ASSIGNMENT ::
Would you filter these records and copy every line that has the word "road"?

THE DATA ::
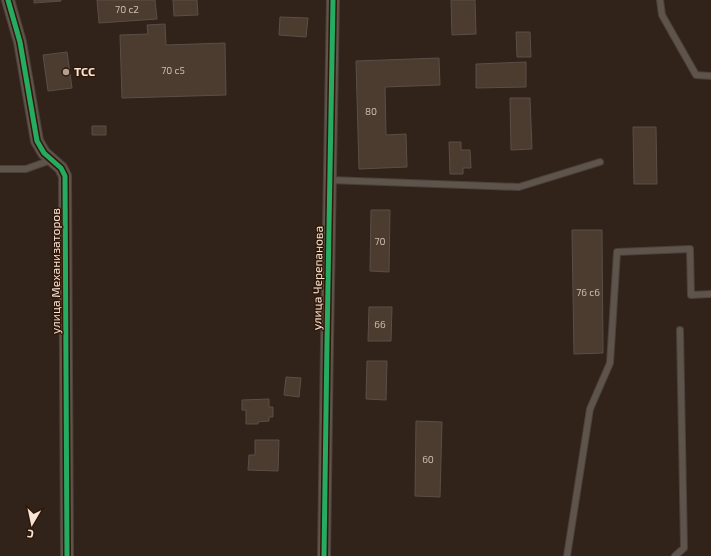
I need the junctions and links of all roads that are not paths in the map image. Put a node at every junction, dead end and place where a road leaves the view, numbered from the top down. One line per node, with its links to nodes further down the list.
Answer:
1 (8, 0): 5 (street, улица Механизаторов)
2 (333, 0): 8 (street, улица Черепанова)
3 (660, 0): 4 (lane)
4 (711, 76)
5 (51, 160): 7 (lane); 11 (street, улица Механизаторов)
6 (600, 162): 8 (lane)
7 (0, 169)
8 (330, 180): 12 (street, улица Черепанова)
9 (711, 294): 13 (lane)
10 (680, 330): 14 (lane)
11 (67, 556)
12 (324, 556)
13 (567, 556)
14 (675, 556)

---

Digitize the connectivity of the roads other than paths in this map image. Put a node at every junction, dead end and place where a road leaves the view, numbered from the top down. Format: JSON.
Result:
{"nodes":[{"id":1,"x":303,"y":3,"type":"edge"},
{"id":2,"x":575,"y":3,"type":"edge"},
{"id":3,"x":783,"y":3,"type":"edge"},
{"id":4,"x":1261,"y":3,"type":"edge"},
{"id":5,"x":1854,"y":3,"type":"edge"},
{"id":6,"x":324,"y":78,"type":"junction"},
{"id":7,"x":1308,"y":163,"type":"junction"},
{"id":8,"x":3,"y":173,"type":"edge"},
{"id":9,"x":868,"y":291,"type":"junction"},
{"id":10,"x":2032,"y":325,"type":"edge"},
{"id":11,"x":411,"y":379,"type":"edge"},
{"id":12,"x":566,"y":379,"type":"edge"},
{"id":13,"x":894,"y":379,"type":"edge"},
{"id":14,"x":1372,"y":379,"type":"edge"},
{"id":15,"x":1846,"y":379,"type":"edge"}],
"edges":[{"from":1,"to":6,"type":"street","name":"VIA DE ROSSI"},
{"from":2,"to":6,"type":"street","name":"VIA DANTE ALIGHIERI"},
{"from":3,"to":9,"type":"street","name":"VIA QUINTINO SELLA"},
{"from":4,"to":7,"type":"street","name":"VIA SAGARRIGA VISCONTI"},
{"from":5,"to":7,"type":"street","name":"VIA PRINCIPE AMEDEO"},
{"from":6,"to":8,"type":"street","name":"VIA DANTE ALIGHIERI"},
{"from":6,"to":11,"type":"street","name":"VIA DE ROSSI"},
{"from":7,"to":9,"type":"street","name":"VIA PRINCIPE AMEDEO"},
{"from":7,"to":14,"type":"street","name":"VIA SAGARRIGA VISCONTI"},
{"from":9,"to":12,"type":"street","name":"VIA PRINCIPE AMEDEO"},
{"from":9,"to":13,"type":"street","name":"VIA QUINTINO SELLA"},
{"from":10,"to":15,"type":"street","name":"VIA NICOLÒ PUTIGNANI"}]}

ANSWER SECTION ::
I need the junctions and links of all roads that are not paths in the map image. Put a node at every junction, dead end and place where a road leaves the view, numbered from the top down. One line per node, with its links to nodes further down the list.
Digitize the connectivity of the roads other than paths in this map image. Put a node at every junction, dead end and place where a road leaves the view, numbered from the top down. Format: JSON.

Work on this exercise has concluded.